● **ASSIGNMENT**:
Could you copy every entry exactly, dropping the pictures?

● **PROVIDED MATERIAL**:
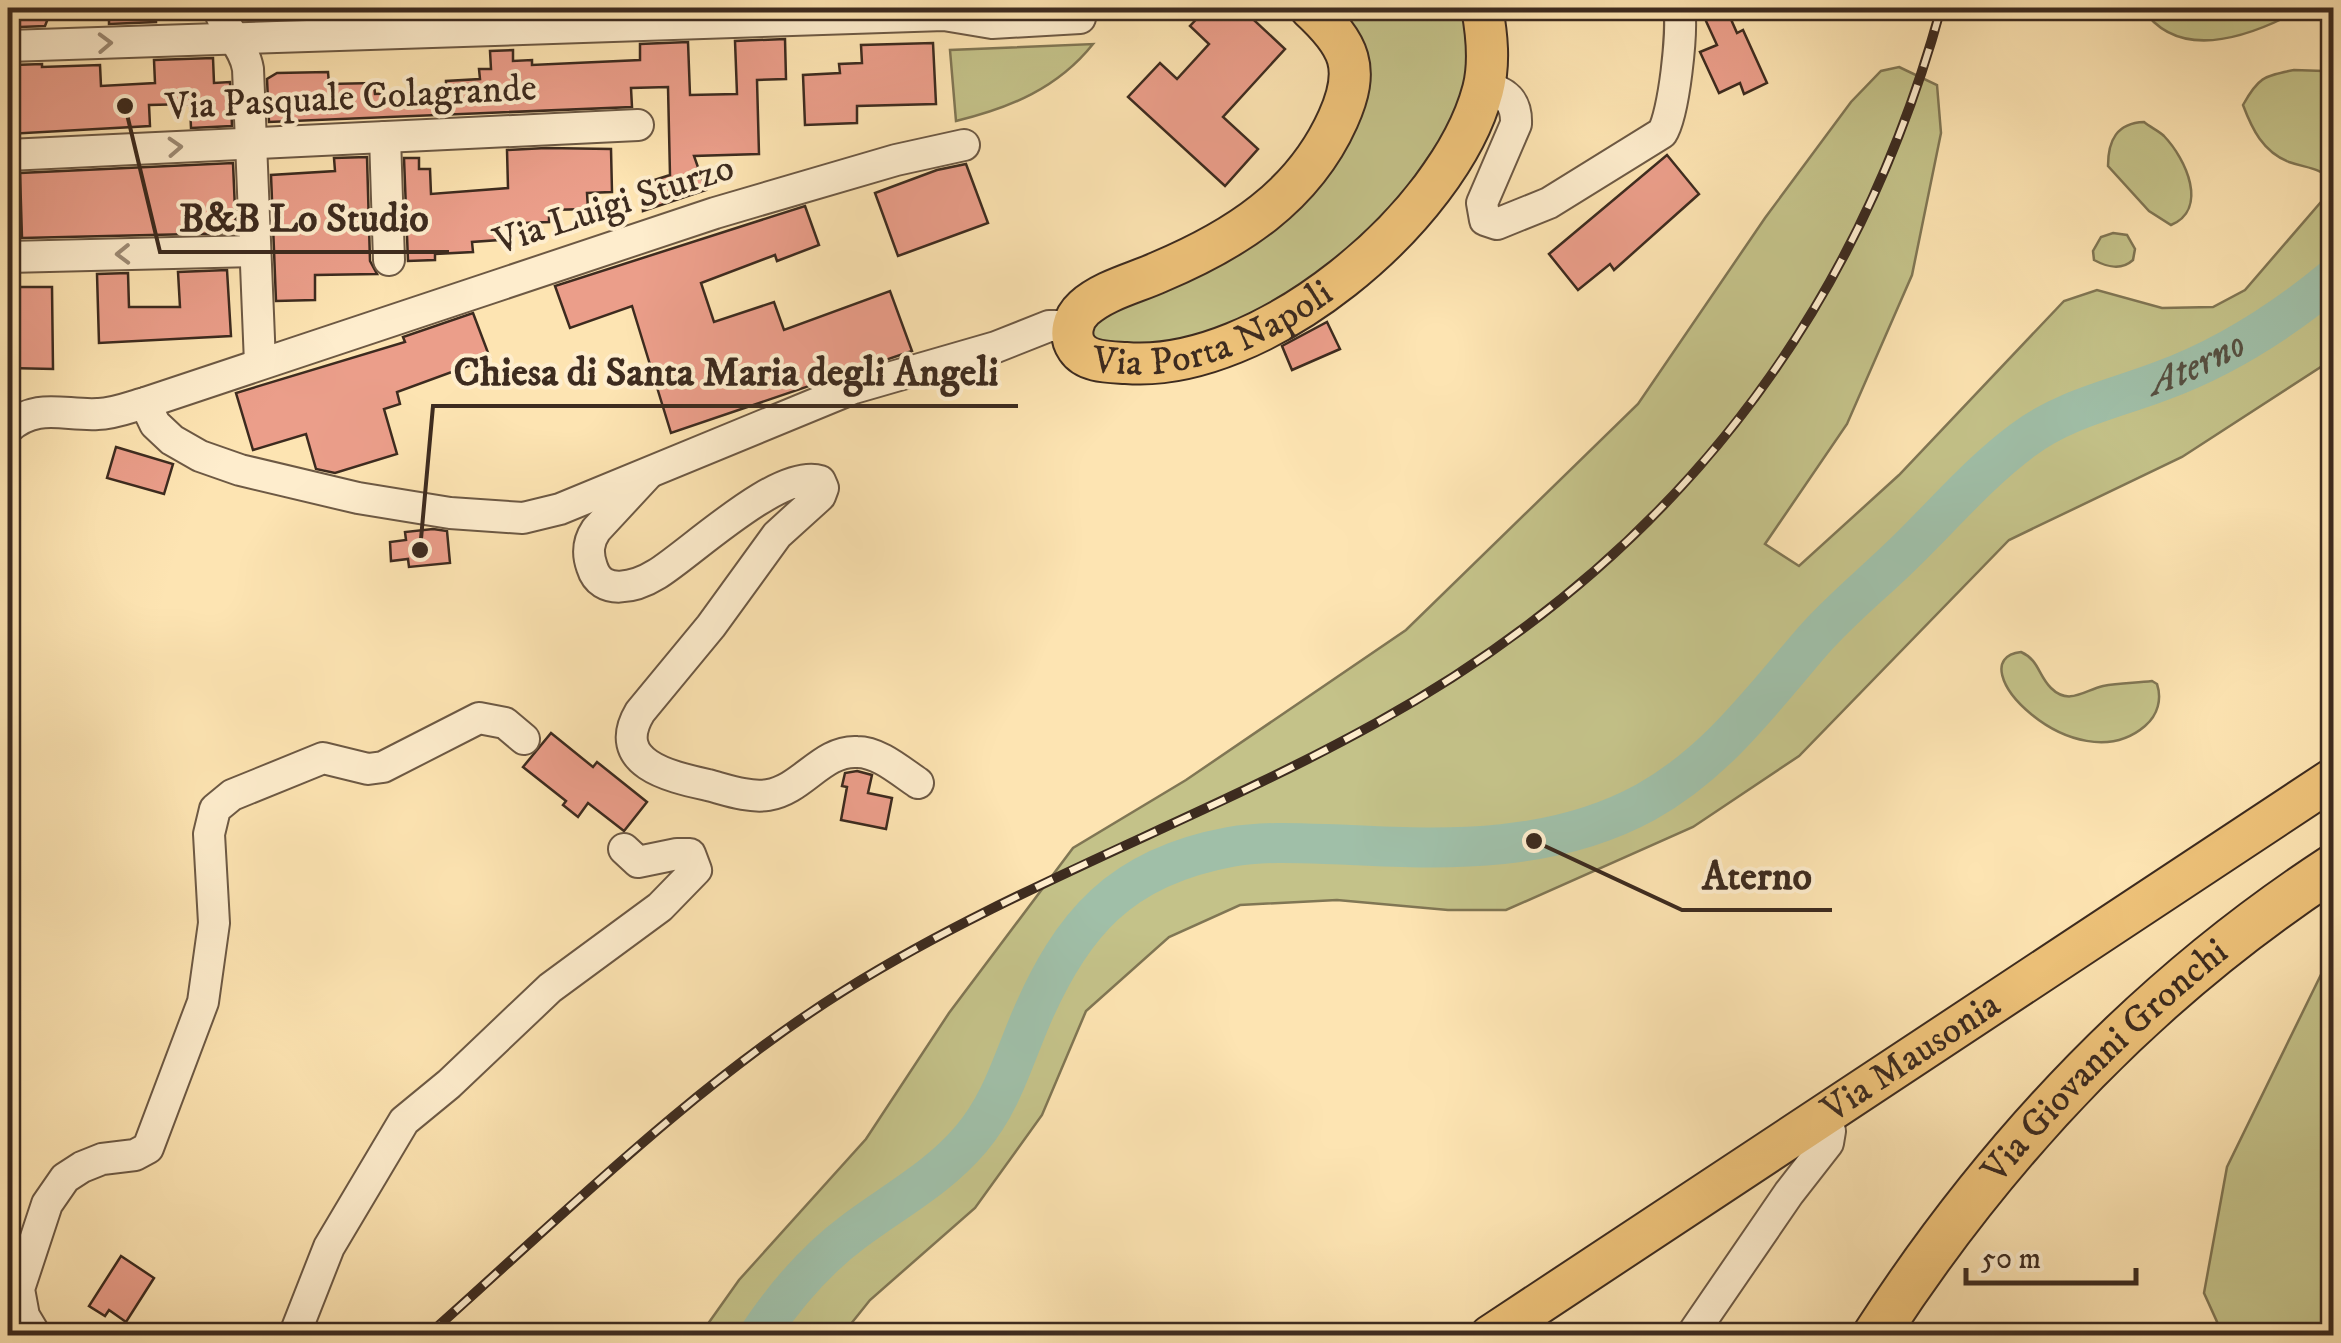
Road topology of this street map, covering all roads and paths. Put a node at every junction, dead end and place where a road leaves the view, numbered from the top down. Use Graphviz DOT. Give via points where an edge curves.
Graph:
graph roads {
  1 [pos="219,8"];
  2 [pos="1310,8"];
  3 [pos="1482,8"];
  4 [pos="1679,8"];
  5 [pos="1080,18"];
  6 [pos="236,38"];
  7 [pos="8,46"];
  8 [pos="1484,87"];
  9 [pos="638,125"];
  10 [pos="385,137"];
  11 [pos="250,143"];
  12 [pos="964,145"];
  13 [pos="8,154"];
  14 [pos="256,251"];
  15 [pos="8,257"];
  16 [pos="389,260"];
  17 [pos="1072,326"];
  18 [pos="260,363"];
  19 [pos="145,403"];
  20 [pos="8,428"];
  21 [pos="647,475"];
  22 [pos="524,739"];
  23 [pos="2334,778"];
  24 [pos="918,783"];
  25 [pos="624,849"];
  26 [pos="2334,867"];
  27 [pos="1822,1115"];
  28 [pos="36,1336"];
  29 [pos="294,1336"];
  30 [pos="1490,1336"];
  31 [pos="1691,1336"];
  32 [pos="1875,1336"];
  1 -- 6 [label="street"];
  2 -- 17 [label="main road, Via Porta Napoli" via="1340,40 1352,77 1314,162 1246,228 1097,299"];
  3 -- 8 [label="main road, Via Porta Napoli"];
  4 -- 8 [label="street" via="1671,113 1662,133 1549,204 1497,224 1485,220 1482,204 1516,115 1503,92"];
  5 -- 6 [label="street" via="992,23 944,15"];
  7 -- 6 [label="street, one-way"];
  6 -- 11 [label="street" via="247,64"];
  8 -- 17 [label="main road, Via Porta Napoli" via="1460,142 1413,209 1364,260 1291,314 1226,347 1158,364 1085,356 1074,344"];
  9 -- 10 [label="street, Via Pasquale Colagrande"];
  10 -- 11 [label="street, Via Pasquale Colagrande"];
  10 -- 16 [label="street"];
  13 -- 11 [label="street, Via Pasquale Colagrande, one-way"];
  11 -- 14 [label="street"];
  12 -- 18 [label="street, Via Luigi Sturzo" via="715,212"];
  14 -- 15 [label="street, one-way"];
  14 -- 18 [label="street"];
  17 -- 21 [label="street" via="1049,326 872,382"];
  18 -- 19 [label="street, Via Luigi Sturzo"];
  19 -- 20 [label="street, Via Luigi Sturzo" via="101,414 41,411"];
  19 -- 21 [label="street" via="172,440 222,464 422,509 523,518"];
  21 -- 24 [label="street" via="590,541 592,568 607,585 624,587 654,576 726,520 790,486 815,478 823,490 777,535 634,721 632,739 642,762 687,780 765,796 839,754 858,752"];
  22 -- 28 [label="street" via="505,723 479,718 383,767 324,758 215,808 209,834 214,923 198,1020 148,1148 73,1172 42,1210 19,1289"];
  23 -- 27 [label="main road, Via Mausonia"];
  25 -- 29 [label="street" via="642,863 690,854 696,870 660,907 550,988 404,1122 329,1247"];
  26 -- 32 [label="highway, Via Giovanni Gronchi" via="2191,973 2064,1091 1946,1233"];
  27 -- 30 [label="main road, Via Mausonia"];
  27 -- 31 [label="street" via="1830,1131 1825,1148"];
}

● **RESULT BELOW**:
Road topology of this street map, covering all roads and paths. Put a node at every junction, dead end and place where a road leaves the view, numbered from the top down. Use Graphviz DOT. Give via points where an edge curves.
Graph:
graph roads {
  1 [pos="219,8"];
  2 [pos="1310,8"];
  3 [pos="1482,8"];
  4 [pos="1679,8"];
  5 [pos="1080,18"];
  6 [pos="236,38"];
  7 [pos="8,46"];
  8 [pos="1484,87"];
  9 [pos="638,125"];
  10 [pos="385,137"];
  11 [pos="250,143"];
  12 [pos="964,145"];
  13 [pos="8,154"];
  14 [pos="256,251"];
  15 [pos="8,257"];
  16 [pos="389,260"];
  17 [pos="1072,326"];
  18 [pos="260,363"];
  19 [pos="145,403"];
  20 [pos="8,428"];
  21 [pos="647,475"];
  22 [pos="524,739"];
  23 [pos="2334,778"];
  24 [pos="918,783"];
  25 [pos="624,849"];
  26 [pos="2334,867"];
  27 [pos="1822,1115"];
  28 [pos="36,1336"];
  29 [pos="294,1336"];
  30 [pos="1490,1336"];
  31 [pos="1691,1336"];
  32 [pos="1875,1336"];
  1 -- 6 [label="street"];
  2 -- 17 [label="main road, Via Porta Napoli" via="1340,40 1352,77 1314,162 1246,228 1097,299"];
  3 -- 8 [label="main road, Via Porta Napoli"];
  4 -- 8 [label="street" via="1671,113 1662,133 1549,204 1497,224 1485,220 1482,204 1516,115 1503,92"];
  5 -- 6 [label="street" via="992,23 944,15"];
  7 -- 6 [label="street, one-way"];
  6 -- 11 [label="street" via="247,64"];
  8 -- 17 [label="main road, Via Porta Napoli" via="1460,142 1413,209 1364,260 1291,314 1226,347 1158,364 1085,356 1074,344"];
  9 -- 10 [label="street, Via Pasquale Colagrande"];
  10 -- 11 [label="street, Via Pasquale Colagrande"];
  10 -- 16 [label="street"];
  13 -- 11 [label="street, Via Pasquale Colagrande, one-way"];
  11 -- 14 [label="street"];
  12 -- 18 [label="street, Via Luigi Sturzo" via="715,212"];
  14 -- 15 [label="street, one-way"];
  14 -- 18 [label="street"];
  17 -- 21 [label="street" via="1049,326 872,382"];
  18 -- 19 [label="street, Via Luigi Sturzo"];
  19 -- 20 [label="street, Via Luigi Sturzo" via="101,414 41,411"];
  19 -- 21 [label="street" via="172,440 222,464 422,509 523,518"];
  21 -- 24 [label="street" via="590,541 592,568 607,585 624,587 654,576 726,520 790,486 815,478 823,490 777,535 634,721 632,739 642,762 687,780 765,796 839,754 858,752"];
  22 -- 28 [label="street" via="505,723 479,718 383,767 324,758 215,808 209,834 214,923 198,1020 148,1148 73,1172 42,1210 19,1289"];
  23 -- 27 [label="main road, Via Mausonia"];
  25 -- 29 [label="street" via="642,863 690,854 696,870 660,907 550,988 404,1122 329,1247"];
  26 -- 32 [label="highway, Via Giovanni Gronchi" via="2191,973 2064,1091 1946,1233"];
  27 -- 30 [label="main road, Via Mausonia"];
  27 -- 31 [label="street" via="1830,1131 1825,1148"];
}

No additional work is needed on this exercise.